One aspect of love that is central to the effectiveness of leaders is having love for themselves. If our aspiration is to care for others as much as we care for ourselves, then we’d better be taking care of ourselves first. The initial step toward leading with love is to operate from a strong foundation of self-compassion and love. There are many good ways to regularly engage in healthy self-compassion. One way to start is with our practice: “Note to a Dear Friend.” Or you can look into your eyes in the mirror each morning, and say “I Love You!” See if you can do that for the next week, or make it an ongoing habit. (HINT: It sounds easier than it is.)

Once anchored in self-compassion, we can move outward towards caring for those close to us.
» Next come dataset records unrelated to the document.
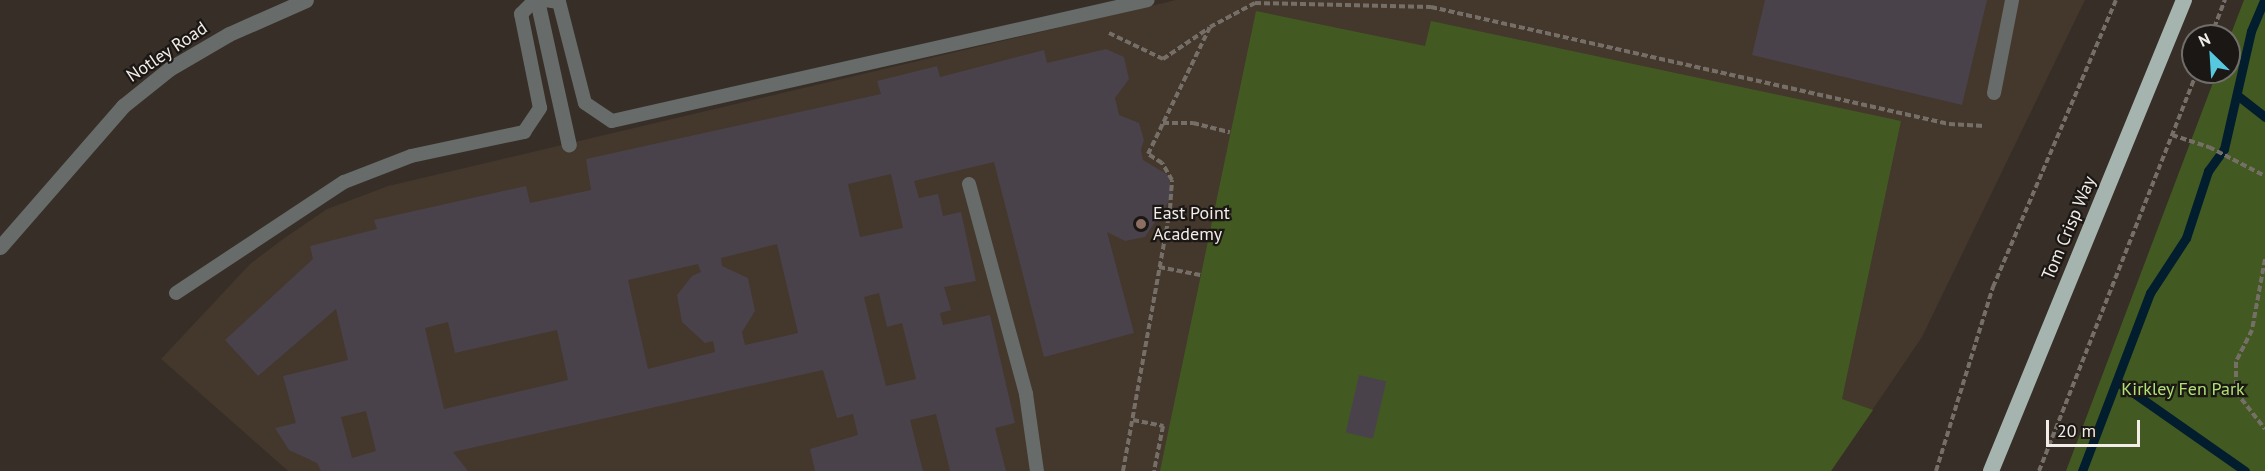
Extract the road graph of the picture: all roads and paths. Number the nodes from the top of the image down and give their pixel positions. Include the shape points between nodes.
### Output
1 (306, 0) edge
2 (536, 0) edge
3 (545, 0) edge
4 (1148, 0) edge
5 (2012, 0) edge
6 (2116, 0) edge
7 (2184, 0) edge
8 (2225, 0) edge
9 (2216, 24) edge
10 (1210, 27) junction
11 (1100, 35) dead end
12 (2192, 84) edge
13 (1994, 93) dead end
14 (1163, 123) junction
15 (1985, 126) dead end
16 (1230, 132) dead end
17 (2172, 135) junction
18 (569, 145) dead end
19 (2265, 176) edge
20 (969, 184) dead end
21 (0, 247) edge
22 (2265, 259) edge
23 (1159, 267) junction
24 (1200, 275) dead end
25 (176, 292) dead end
26 (1133, 420) junction
27 (2265, 429) edge
28 (1037, 471) edge
29 (1123, 471) edge
30 (1154, 471) edge
31 (1936, 471) edge
32 (1991, 471) edge
33 (2039, 471) edge

1 - 21 street, Notley Road via 229,34 169,69 123,106
2 - 18 street
2 - 25 lane via 521,14 540,108 524,132 411,156 344,182
3 - 4 lane via 559,2 585,104 612,121
5 - 13 lane
6 - 31 path via 1992,287
7 - 32 highway, Tom Crisp Way
8 - 9 path
10 - 11 path via 1163,58 1110,33
10 - 14 path
10 - 15 path via 1255,3 1431,7 1949,124
12 - 17 path
14 - 16 path via 1193,123
14 - 23 path via 1148,154 1162,163 1172,180
17 - 19 path via 2209,147
17 - 33 path
20 - 28 lane via 1026,393
22 - 27 path via 2252,330 2236,362 2236,392
23 - 24 path
23 - 26 path
26 - 29 path
26 - 30 path via 1163,426

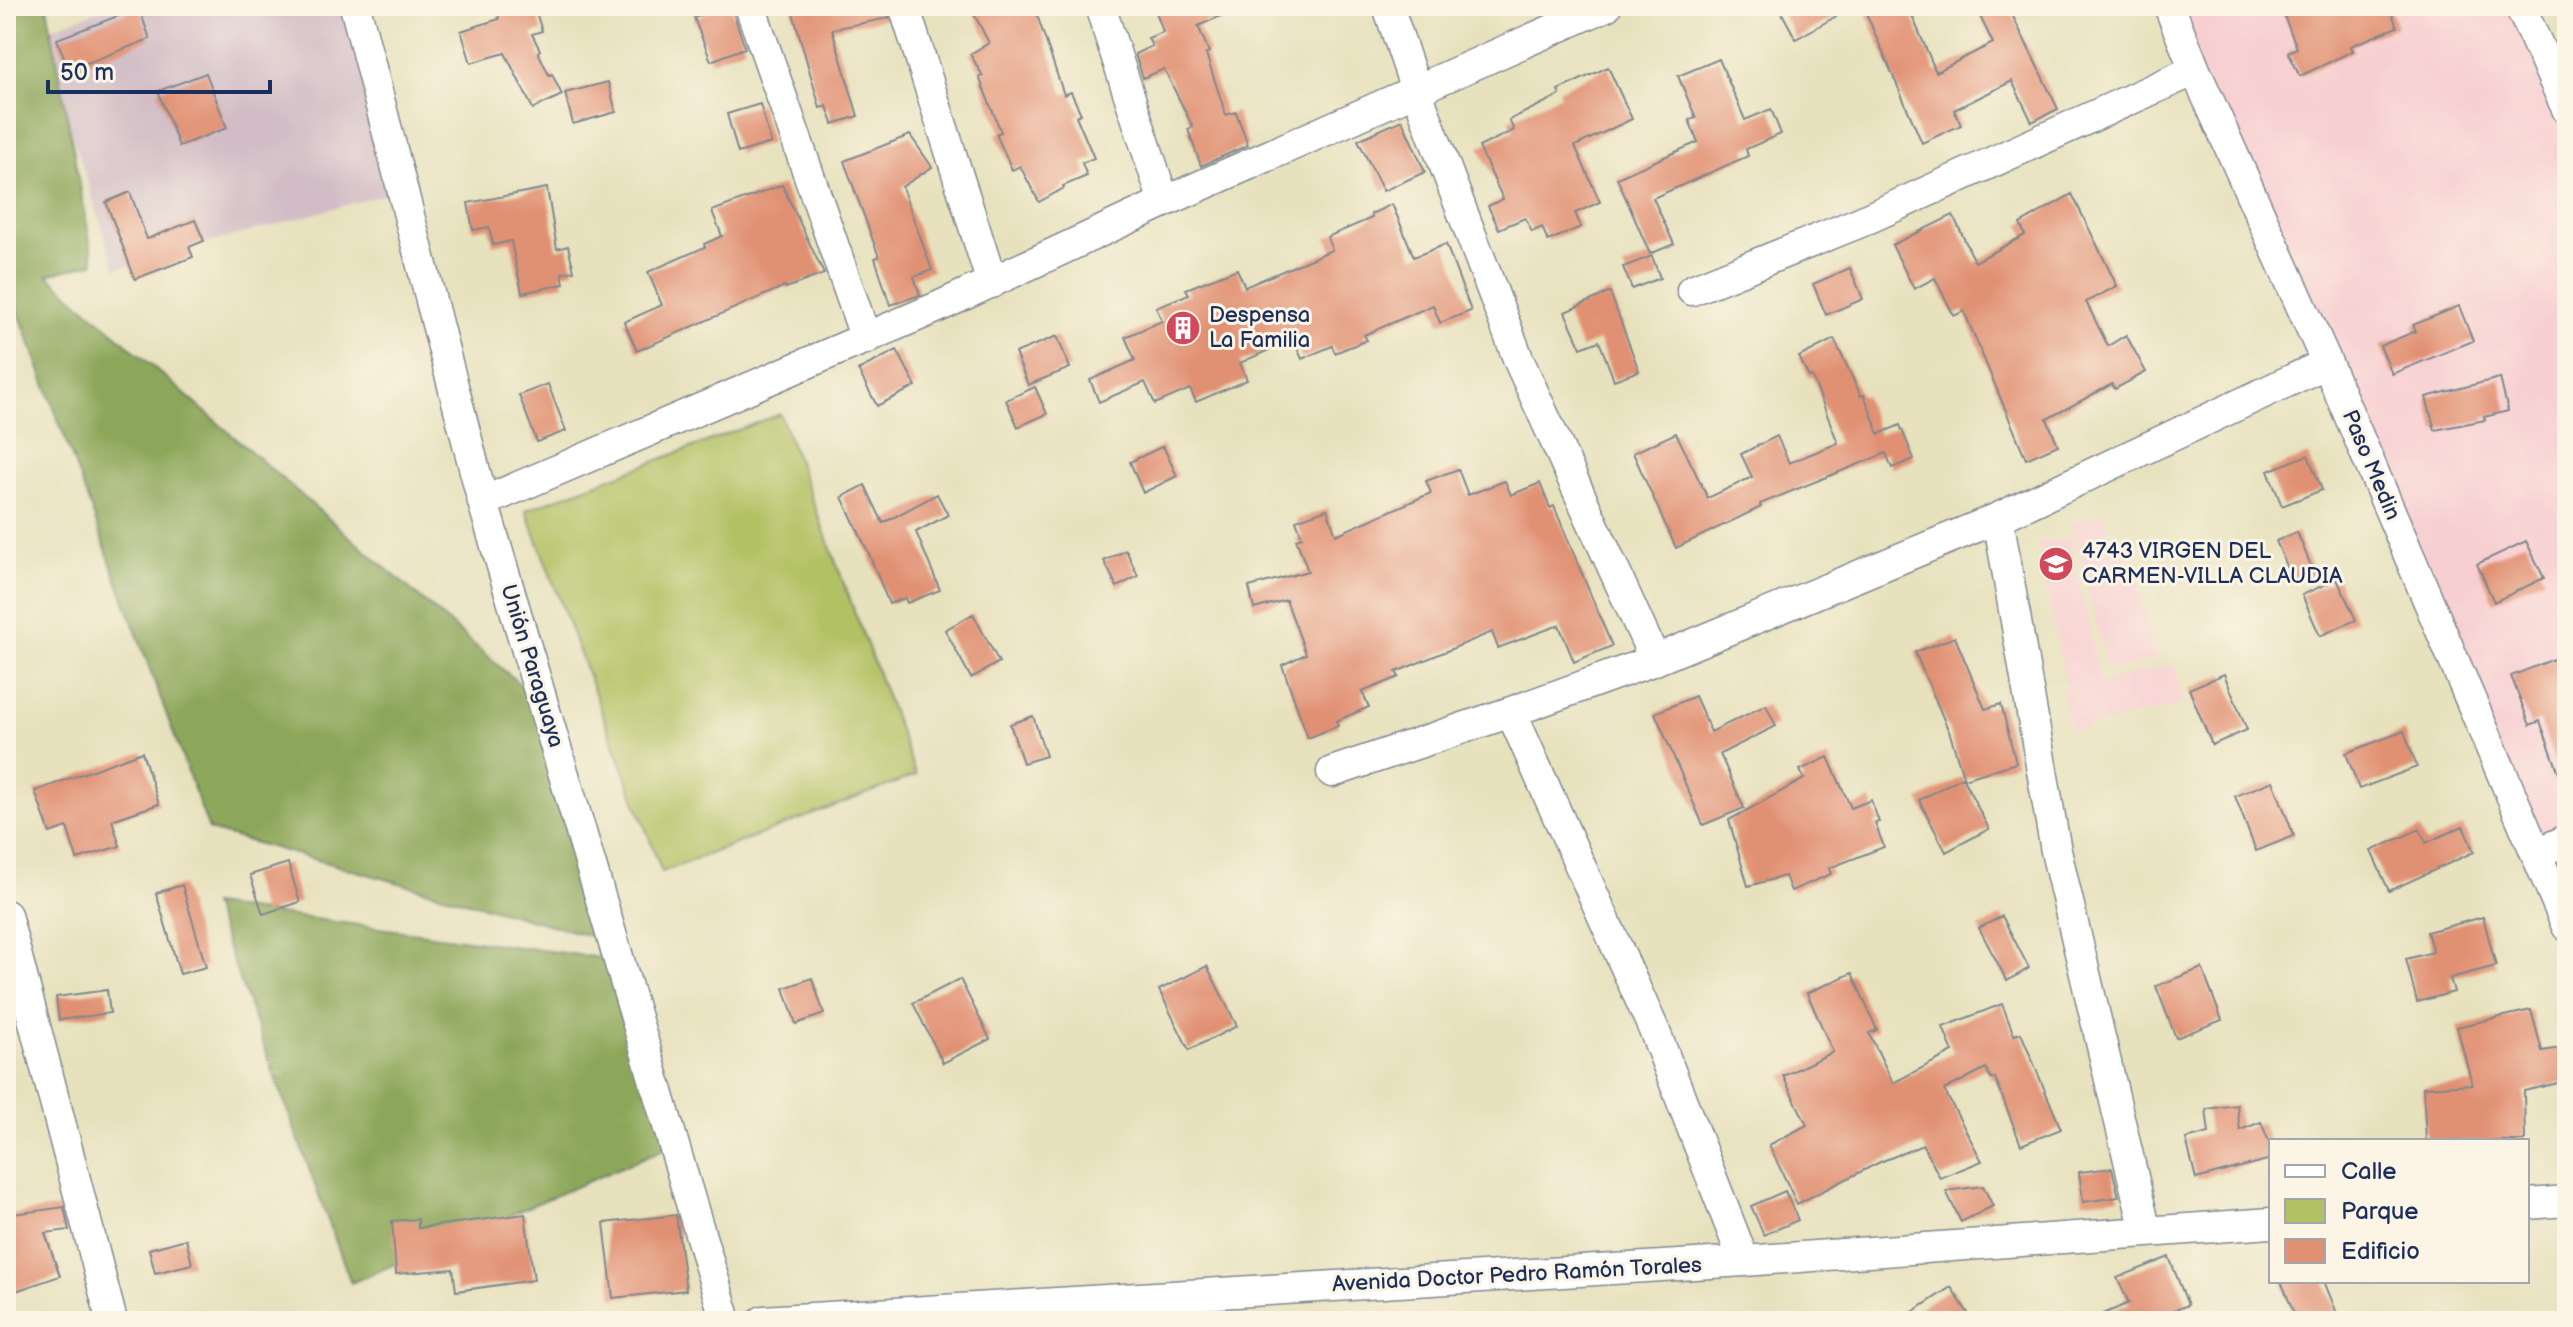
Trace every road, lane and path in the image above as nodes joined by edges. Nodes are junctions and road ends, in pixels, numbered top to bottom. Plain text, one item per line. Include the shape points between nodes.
1 (355, 6) edge
2 (750, 6) edge
3 (904, 6) edge
4 (1100, 6) edge
5 (1388, 6) edge
6 (1606, 6) edge
7 (2169, 6) edge
8 (2520, 6) edge
9 (2195, 70) junction
10 (1416, 90) junction
11 (2567, 109) edge
12 (1164, 202) junction
13 (992, 283) junction
14 (1692, 290) dead end
15 (866, 339) junction
16 (2327, 363) junction
17 (483, 502) junction
18 (1998, 518) junction
19 (1655, 660) junction
20 (1511, 712) junction
21 (1332, 772) dead end
22 (2567, 840) edge
23 (2537, 853) junction
24 (6, 915) edge
25 (2567, 926) edge
26 (2567, 1201) edge
27 (2529, 1204) edge
28 (2269, 1223) edge
29 (2146, 1232) junction
30 (1744, 1261) junction
31 (112, 1321) edge
32 (726, 1321) edge
33 (763, 1321) edge

1 - 17 street, Unión Paraguaya
2 - 15 street
3 - 13 street
4 - 12 street
5 - 10 street
6 - 10 street
7 - 9 street, Paso Medin
8 - 11 street
9 - 14 street via 1858,223
9 - 16 street, Paso Medin
10 - 12 street
10 - 19 street via 1519,361
12 - 13 street
13 - 15 street
15 - 17 street
16 - 18 street
16 - 23 street, Paso Medin
17 - 32 street, Unión Paraguaya
18 - 19 street
18 - 29 street via 2056,851
19 - 20 street
20 - 21 street
20 - 30 street via 1655,1032
22 - 23 street
23 - 25 street, Paso Medin
24 - 31 street
26 - 27 street
28 - 29 street, Avenida Doctor Pedro Ramón Torales
29 - 30 street, Avenida Doctor Pedro Ramón Torales
30 - 33 street, Avenida Doctor Pedro Ramón Torales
When we practice love and compassion in the workplace, what happens? The evidence is quite compelling. Teams produce more. Employee satisfaction rises. Employee turnover declines. Teams operate more creatively. It certainly makes sense. When people are worried about their safety and security, they are distracted and operate from fear. However, when people feel seen, heard, and respected, they flourish individually as well as contribute wholeheartedly to the organization.

If love and compassion are such valuable leadership traits, why don’t we see it expressed more often? Why aren’t we talking about it and developing it more broadly? We still operate in a world where leadership is thought of as hard and directive, and where the role model for leadership is more Machiavelli than Gandhi. But the zeitgeist is changing. Now, we all know people willing to discuss love and leadership (in the same conversation, that is) as well as those who are open to the idea that maybe we can create more together by cooperating than by competing.

Love is our most potent, most positive emotion. Don’t settle for a sentimentalized box of candy this week. Lead with your heart! Lead with love!

Photo Credit: CalypsoArt.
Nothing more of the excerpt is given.